== Dataset records
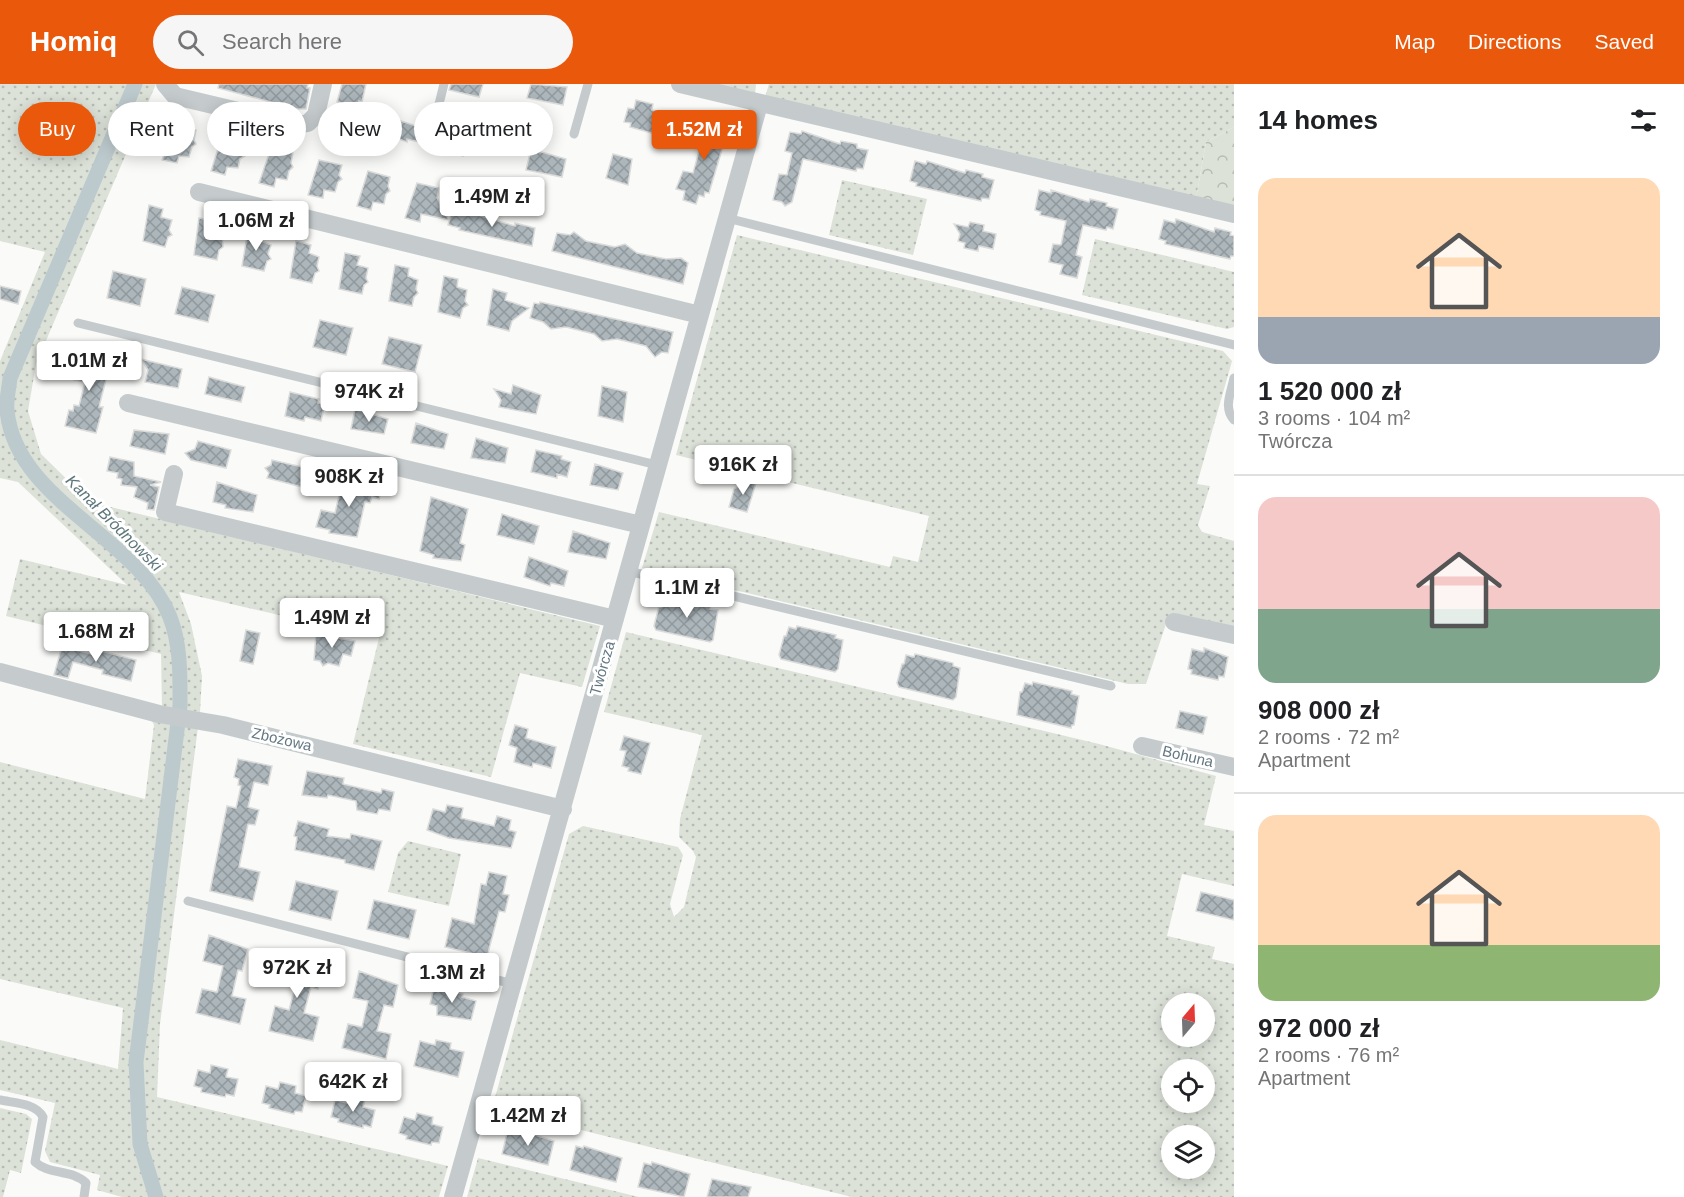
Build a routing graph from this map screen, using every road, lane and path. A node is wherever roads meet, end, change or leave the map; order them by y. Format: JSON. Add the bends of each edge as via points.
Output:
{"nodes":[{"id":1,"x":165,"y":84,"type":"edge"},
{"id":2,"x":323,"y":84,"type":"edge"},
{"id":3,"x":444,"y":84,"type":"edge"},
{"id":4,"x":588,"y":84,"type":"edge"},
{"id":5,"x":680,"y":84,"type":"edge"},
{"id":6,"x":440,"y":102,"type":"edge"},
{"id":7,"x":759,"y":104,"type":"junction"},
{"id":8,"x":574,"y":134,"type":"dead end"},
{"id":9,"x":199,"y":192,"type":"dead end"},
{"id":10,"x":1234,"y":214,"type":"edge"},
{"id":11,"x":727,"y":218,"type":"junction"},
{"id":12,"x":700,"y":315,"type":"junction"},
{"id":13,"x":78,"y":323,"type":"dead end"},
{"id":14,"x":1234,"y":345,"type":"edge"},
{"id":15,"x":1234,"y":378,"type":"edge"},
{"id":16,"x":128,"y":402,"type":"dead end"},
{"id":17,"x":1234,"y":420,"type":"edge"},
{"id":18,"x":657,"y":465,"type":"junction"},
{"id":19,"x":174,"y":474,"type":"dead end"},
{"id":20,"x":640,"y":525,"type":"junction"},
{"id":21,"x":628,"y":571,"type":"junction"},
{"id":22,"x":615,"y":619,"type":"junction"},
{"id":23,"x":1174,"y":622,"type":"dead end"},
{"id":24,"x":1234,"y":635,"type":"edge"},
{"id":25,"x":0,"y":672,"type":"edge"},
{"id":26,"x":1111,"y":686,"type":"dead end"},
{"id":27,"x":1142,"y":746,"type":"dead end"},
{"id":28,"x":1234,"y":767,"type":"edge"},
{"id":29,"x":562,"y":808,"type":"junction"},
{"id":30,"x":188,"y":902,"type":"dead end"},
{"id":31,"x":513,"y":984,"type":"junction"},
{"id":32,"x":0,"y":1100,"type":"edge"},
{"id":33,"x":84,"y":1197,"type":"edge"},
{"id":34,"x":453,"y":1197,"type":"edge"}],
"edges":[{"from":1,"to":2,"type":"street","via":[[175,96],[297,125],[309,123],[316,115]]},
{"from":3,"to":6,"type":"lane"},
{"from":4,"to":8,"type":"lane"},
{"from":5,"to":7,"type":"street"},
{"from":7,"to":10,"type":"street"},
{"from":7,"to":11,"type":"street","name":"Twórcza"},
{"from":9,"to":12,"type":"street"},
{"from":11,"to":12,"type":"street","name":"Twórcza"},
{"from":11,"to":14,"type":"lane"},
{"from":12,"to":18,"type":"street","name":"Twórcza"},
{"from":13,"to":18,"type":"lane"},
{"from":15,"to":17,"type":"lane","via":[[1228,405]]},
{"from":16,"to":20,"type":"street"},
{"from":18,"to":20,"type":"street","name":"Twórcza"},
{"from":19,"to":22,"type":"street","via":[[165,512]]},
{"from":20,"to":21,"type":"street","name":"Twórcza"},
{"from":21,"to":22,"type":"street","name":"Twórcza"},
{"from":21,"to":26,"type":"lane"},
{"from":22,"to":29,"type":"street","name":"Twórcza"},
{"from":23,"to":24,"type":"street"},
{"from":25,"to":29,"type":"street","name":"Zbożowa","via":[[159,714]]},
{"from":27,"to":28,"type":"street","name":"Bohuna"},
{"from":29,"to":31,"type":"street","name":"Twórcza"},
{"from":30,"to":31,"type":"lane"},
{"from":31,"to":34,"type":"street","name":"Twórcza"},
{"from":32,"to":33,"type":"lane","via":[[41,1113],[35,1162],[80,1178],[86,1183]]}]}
====
Problem details —
Wherever the word "junction" turns up in a line of the entries above, copy that line.

Output below —
{"id":7,"x":759,"y":104,"type":"junction"},
{"id":11,"x":727,"y":218,"type":"junction"},
{"id":12,"x":700,"y":315,"type":"junction"},
{"id":18,"x":657,"y":465,"type":"junction"},
{"id":20,"x":640,"y":525,"type":"junction"},
{"id":21,"x":628,"y":571,"type":"junction"},
{"id":22,"x":615,"y":619,"type":"junction"},
{"id":29,"x":562,"y":808,"type":"junction"},
{"id":31,"x":513,"y":984,"type":"junction"},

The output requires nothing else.